INFORMATION Start Marker

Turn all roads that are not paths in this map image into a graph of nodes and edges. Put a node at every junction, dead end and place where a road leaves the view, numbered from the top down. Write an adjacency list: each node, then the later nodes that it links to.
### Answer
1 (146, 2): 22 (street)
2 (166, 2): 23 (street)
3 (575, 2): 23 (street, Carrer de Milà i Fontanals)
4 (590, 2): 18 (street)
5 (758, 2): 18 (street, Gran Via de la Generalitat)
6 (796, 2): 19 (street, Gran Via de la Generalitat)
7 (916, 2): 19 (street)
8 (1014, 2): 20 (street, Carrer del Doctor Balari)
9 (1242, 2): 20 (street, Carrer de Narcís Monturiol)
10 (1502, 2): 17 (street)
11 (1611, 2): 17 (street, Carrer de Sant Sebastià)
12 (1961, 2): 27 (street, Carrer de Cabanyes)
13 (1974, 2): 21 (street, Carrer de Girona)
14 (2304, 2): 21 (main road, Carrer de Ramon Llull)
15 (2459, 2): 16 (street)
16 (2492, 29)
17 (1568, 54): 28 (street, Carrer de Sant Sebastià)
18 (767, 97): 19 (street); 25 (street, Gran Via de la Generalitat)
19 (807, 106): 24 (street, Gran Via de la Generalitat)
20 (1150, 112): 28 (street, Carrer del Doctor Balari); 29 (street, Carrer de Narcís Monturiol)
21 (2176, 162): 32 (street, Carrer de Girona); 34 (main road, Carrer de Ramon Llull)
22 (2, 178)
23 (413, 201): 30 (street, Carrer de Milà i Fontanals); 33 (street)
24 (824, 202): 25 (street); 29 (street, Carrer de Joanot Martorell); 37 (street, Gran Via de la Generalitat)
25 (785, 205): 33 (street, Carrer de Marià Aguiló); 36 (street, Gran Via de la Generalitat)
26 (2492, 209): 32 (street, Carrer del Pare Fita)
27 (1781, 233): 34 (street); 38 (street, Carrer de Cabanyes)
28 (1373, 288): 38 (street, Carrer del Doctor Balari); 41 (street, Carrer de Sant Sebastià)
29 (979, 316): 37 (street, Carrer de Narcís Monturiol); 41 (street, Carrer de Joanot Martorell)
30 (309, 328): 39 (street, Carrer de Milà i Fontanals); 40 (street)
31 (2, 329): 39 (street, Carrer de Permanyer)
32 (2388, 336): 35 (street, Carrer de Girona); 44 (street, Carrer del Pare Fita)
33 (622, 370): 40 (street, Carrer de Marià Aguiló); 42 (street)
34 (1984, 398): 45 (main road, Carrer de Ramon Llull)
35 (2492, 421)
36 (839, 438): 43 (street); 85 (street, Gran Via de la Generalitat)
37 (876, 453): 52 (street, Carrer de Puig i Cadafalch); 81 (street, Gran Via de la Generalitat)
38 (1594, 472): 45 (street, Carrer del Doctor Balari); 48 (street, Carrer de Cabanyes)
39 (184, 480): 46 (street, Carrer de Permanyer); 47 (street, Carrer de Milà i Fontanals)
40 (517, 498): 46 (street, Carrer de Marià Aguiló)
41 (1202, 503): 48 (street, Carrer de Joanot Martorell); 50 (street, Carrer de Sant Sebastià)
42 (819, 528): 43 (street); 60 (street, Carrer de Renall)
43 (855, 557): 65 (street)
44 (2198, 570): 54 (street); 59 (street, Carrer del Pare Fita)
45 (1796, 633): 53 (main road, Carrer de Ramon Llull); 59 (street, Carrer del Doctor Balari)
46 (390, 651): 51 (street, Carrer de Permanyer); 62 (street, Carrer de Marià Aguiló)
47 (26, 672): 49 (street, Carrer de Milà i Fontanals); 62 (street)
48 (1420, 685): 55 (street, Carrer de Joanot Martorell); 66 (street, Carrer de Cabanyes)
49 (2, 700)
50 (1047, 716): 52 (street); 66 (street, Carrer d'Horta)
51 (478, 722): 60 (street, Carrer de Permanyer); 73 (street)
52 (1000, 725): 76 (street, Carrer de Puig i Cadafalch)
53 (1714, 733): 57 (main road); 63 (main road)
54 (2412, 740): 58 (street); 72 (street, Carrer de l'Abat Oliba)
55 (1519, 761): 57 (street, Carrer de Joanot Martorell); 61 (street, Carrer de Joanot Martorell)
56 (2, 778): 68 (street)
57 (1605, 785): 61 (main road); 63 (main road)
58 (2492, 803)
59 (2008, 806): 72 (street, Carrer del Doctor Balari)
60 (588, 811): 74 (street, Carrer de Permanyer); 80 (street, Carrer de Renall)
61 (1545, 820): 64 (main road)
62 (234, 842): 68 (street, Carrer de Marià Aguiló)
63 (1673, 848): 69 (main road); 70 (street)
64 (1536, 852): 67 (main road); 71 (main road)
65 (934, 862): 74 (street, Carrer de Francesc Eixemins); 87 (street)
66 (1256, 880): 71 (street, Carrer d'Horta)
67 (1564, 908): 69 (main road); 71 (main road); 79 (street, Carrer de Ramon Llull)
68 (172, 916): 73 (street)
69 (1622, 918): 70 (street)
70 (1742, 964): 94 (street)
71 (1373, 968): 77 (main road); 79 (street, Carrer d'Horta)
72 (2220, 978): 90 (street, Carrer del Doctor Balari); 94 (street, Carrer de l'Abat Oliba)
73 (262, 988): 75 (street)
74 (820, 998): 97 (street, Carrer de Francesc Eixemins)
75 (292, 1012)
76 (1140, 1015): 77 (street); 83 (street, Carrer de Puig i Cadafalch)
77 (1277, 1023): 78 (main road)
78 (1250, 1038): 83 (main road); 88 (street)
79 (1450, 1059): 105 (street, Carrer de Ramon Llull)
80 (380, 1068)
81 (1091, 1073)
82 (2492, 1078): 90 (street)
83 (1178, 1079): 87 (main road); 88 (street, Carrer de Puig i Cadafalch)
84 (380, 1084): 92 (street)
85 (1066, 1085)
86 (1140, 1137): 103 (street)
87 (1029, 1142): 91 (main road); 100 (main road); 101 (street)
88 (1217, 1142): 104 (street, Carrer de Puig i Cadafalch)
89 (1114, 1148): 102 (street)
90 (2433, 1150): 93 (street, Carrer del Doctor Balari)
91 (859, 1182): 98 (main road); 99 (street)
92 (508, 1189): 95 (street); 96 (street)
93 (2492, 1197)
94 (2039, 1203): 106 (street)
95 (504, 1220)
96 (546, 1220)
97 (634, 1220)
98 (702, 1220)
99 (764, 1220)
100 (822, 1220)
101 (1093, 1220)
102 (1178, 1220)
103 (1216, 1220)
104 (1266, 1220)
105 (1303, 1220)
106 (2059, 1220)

INFORMATION End Marker

:: WORK TO BE COMPLETED ::
Without altering a single word, transcribe the entries above.

:: REPLY ::
Turn all roads that are not paths in this map image into a graph of nodes and edges. Put a node at every junction, dead end and place where a road leaves the view, numbered from the top down. Write an adjacency list: each node, then the later nodes that it links to.
### Answer
1 (146, 2): 22 (street)
2 (166, 2): 23 (street)
3 (575, 2): 23 (street, Carrer de Milà i Fontanals)
4 (590, 2): 18 (street)
5 (758, 2): 18 (street, Gran Via de la Generalitat)
6 (796, 2): 19 (street, Gran Via de la Generalitat)
7 (916, 2): 19 (street)
8 (1014, 2): 20 (street, Carrer del Doctor Balari)
9 (1242, 2): 20 (street, Carrer de Narcís Monturiol)
10 (1502, 2): 17 (street)
11 (1611, 2): 17 (street, Carrer de Sant Sebastià)
12 (1961, 2): 27 (street, Carrer de Cabanyes)
13 (1974, 2): 21 (street, Carrer de Girona)
14 (2304, 2): 21 (main road, Carrer de Ramon Llull)
15 (2459, 2): 16 (street)
16 (2492, 29)
17 (1568, 54): 28 (street, Carrer de Sant Sebastià)
18 (767, 97): 19 (street); 25 (street, Gran Via de la Generalitat)
19 (807, 106): 24 (street, Gran Via de la Generalitat)
20 (1150, 112): 28 (street, Carrer del Doctor Balari); 29 (street, Carrer de Narcís Monturiol)
21 (2176, 162): 32 (street, Carrer de Girona); 34 (main road, Carrer de Ramon Llull)
22 (2, 178)
23 (413, 201): 30 (street, Carrer de Milà i Fontanals); 33 (street)
24 (824, 202): 25 (street); 29 (street, Carrer de Joanot Martorell); 37 (street, Gran Via de la Generalitat)
25 (785, 205): 33 (street, Carrer de Marià Aguiló); 36 (street, Gran Via de la Generalitat)
26 (2492, 209): 32 (street, Carrer del Pare Fita)
27 (1781, 233): 34 (street); 38 (street, Carrer de Cabanyes)
28 (1373, 288): 38 (street, Carrer del Doctor Balari); 41 (street, Carrer de Sant Sebastià)
29 (979, 316): 37 (street, Carrer de Narcís Monturiol); 41 (street, Carrer de Joanot Martorell)
30 (309, 328): 39 (street, Carrer de Milà i Fontanals); 40 (street)
31 (2, 329): 39 (street, Carrer de Permanyer)
32 (2388, 336): 35 (street, Carrer de Girona); 44 (street, Carrer del Pare Fita)
33 (622, 370): 40 (street, Carrer de Marià Aguiló); 42 (street)
34 (1984, 398): 45 (main road, Carrer de Ramon Llull)
35 (2492, 421)
36 (839, 438): 43 (street); 85 (street, Gran Via de la Generalitat)
37 (876, 453): 52 (street, Carrer de Puig i Cadafalch); 81 (street, Gran Via de la Generalitat)
38 (1594, 472): 45 (street, Carrer del Doctor Balari); 48 (street, Carrer de Cabanyes)
39 (184, 480): 46 (street, Carrer de Permanyer); 47 (street, Carrer de Milà i Fontanals)
40 (517, 498): 46 (street, Carrer de Marià Aguiló)
41 (1202, 503): 48 (street, Carrer de Joanot Martorell); 50 (street, Carrer de Sant Sebastià)
42 (819, 528): 43 (street); 60 (street, Carrer de Renall)
43 (855, 557): 65 (street)
44 (2198, 570): 54 (street); 59 (street, Carrer del Pare Fita)
45 (1796, 633): 53 (main road, Carrer de Ramon Llull); 59 (street, Carrer del Doctor Balari)
46 (390, 651): 51 (street, Carrer de Permanyer); 62 (street, Carrer de Marià Aguiló)
47 (26, 672): 49 (street, Carrer de Milà i Fontanals); 62 (street)
48 (1420, 685): 55 (street, Carrer de Joanot Martorell); 66 (street, Carrer de Cabanyes)
49 (2, 700)
50 (1047, 716): 52 (street); 66 (street, Carrer d'Horta)
51 (478, 722): 60 (street, Carrer de Permanyer); 73 (street)
52 (1000, 725): 76 (street, Carrer de Puig i Cadafalch)
53 (1714, 733): 57 (main road); 63 (main road)
54 (2412, 740): 58 (street); 72 (street, Carrer de l'Abat Oliba)
55 (1519, 761): 57 (street, Carrer de Joanot Martorell); 61 (street, Carrer de Joanot Martorell)
56 (2, 778): 68 (street)
57 (1605, 785): 61 (main road); 63 (main road)
58 (2492, 803)
59 (2008, 806): 72 (street, Carrer del Doctor Balari)
60 (588, 811): 74 (street, Carrer de Permanyer); 80 (street, Carrer de Renall)
61 (1545, 820): 64 (main road)
62 (234, 842): 68 (street, Carrer de Marià Aguiló)
63 (1673, 848): 69 (main road); 70 (street)
64 (1536, 852): 67 (main road); 71 (main road)
65 (934, 862): 74 (street, Carrer de Francesc Eixemins); 87 (street)
66 (1256, 880): 71 (street, Carrer d'Horta)
67 (1564, 908): 69 (main road); 71 (main road); 79 (street, Carrer de Ramon Llull)
68 (172, 916): 73 (street)
69 (1622, 918): 70 (street)
70 (1742, 964): 94 (street)
71 (1373, 968): 77 (main road); 79 (street, Carrer d'Horta)
72 (2220, 978): 90 (street, Carrer del Doctor Balari); 94 (street, Carrer de l'Abat Oliba)
73 (262, 988): 75 (street)
74 (820, 998): 97 (street, Carrer de Francesc Eixemins)
75 (292, 1012)
76 (1140, 1015): 77 (street); 83 (street, Carrer de Puig i Cadafalch)
77 (1277, 1023): 78 (main road)
78 (1250, 1038): 83 (main road); 88 (street)
79 (1450, 1059): 105 (street, Carrer de Ramon Llull)
80 (380, 1068)
81 (1091, 1073)
82 (2492, 1078): 90 (street)
83 (1178, 1079): 87 (main road); 88 (street, Carrer de Puig i Cadafalch)
84 (380, 1084): 92 (street)
85 (1066, 1085)
86 (1140, 1137): 103 (street)
87 (1029, 1142): 91 (main road); 100 (main road); 101 (street)
88 (1217, 1142): 104 (street, Carrer de Puig i Cadafalch)
89 (1114, 1148): 102 (street)
90 (2433, 1150): 93 (street, Carrer del Doctor Balari)
91 (859, 1182): 98 (main road); 99 (street)
92 (508, 1189): 95 (street); 96 (street)
93 (2492, 1197)
94 (2039, 1203): 106 (street)
95 (504, 1220)
96 (546, 1220)
97 (634, 1220)
98 (702, 1220)
99 (764, 1220)
100 (822, 1220)
101 (1093, 1220)
102 (1178, 1220)
103 (1216, 1220)
104 (1266, 1220)
105 (1303, 1220)
106 (2059, 1220)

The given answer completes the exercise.